» **EXERCISE REQUIREMENTS**:
Without changing a word, repeat the data, and include no pictures.

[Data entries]
= Beginning of Section =

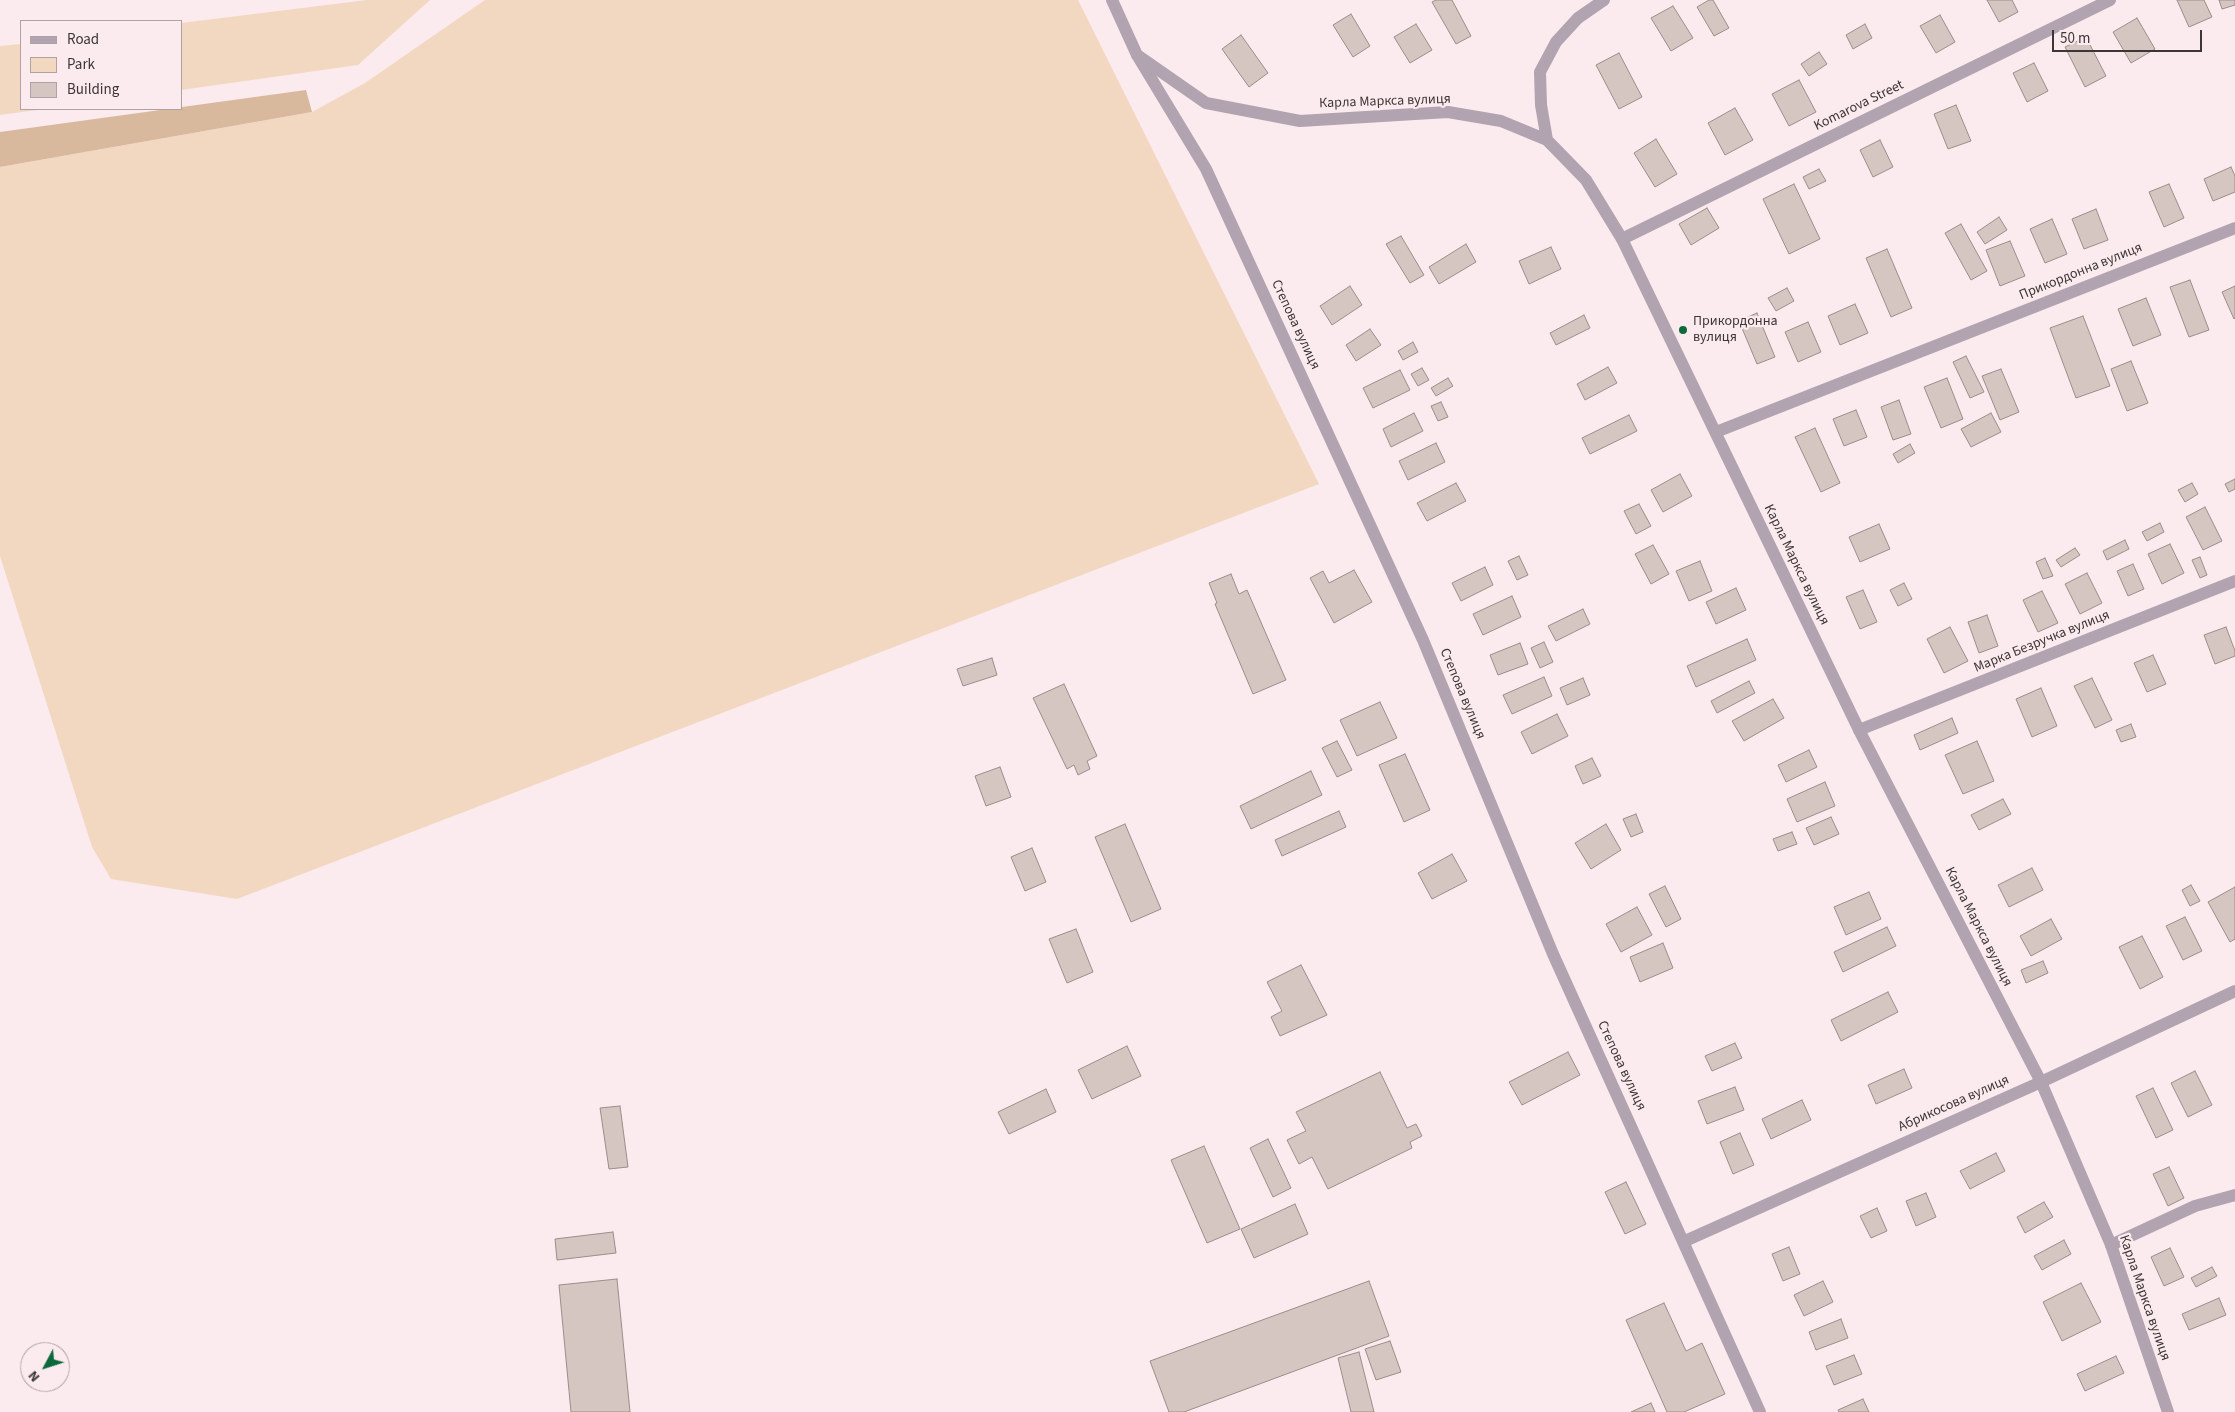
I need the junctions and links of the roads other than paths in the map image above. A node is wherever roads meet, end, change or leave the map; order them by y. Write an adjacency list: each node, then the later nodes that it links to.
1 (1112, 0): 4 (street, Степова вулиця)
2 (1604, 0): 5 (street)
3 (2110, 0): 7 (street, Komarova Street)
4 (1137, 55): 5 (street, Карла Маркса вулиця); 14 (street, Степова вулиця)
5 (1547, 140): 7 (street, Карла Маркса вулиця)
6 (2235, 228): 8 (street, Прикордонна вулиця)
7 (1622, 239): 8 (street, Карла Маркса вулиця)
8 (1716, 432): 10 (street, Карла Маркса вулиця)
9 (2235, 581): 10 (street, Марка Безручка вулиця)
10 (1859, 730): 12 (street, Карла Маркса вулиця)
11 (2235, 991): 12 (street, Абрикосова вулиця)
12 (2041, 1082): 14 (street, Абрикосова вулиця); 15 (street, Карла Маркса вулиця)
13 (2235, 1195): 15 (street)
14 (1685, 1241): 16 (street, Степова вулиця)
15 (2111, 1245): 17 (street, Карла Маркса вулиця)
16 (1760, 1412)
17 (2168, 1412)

= End of Section =

» **OUTPUT FOR THIS TASK**:
I need the junctions and links of the roads other than paths in the map image above. A node is wherever roads meet, end, change or leave the map; order them by y. Write an adjacency list: each node, then the later nodes that it links to.
1 (1112, 0): 4 (street, Степова вулиця)
2 (1604, 0): 5 (street)
3 (2110, 0): 7 (street, Komarova Street)
4 (1137, 55): 5 (street, Карла Маркса вулиця); 14 (street, Степова вулиця)
5 (1547, 140): 7 (street, Карла Маркса вулиця)
6 (2235, 228): 8 (street, Прикордонна вулиця)
7 (1622, 239): 8 (street, Карла Маркса вулиця)
8 (1716, 432): 10 (street, Карла Маркса вулиця)
9 (2235, 581): 10 (street, Марка Безручка вулиця)
10 (1859, 730): 12 (street, Карла Маркса вулиця)
11 (2235, 991): 12 (street, Абрикосова вулиця)
12 (2041, 1082): 14 (street, Абрикосова вулиця); 15 (street, Карла Маркса вулиця)
13 (2235, 1195): 15 (street)
14 (1685, 1241): 16 (street, Степова вулиця)
15 (2111, 1245): 17 (street, Карла Маркса вулиця)
16 (1760, 1412)
17 (2168, 1412)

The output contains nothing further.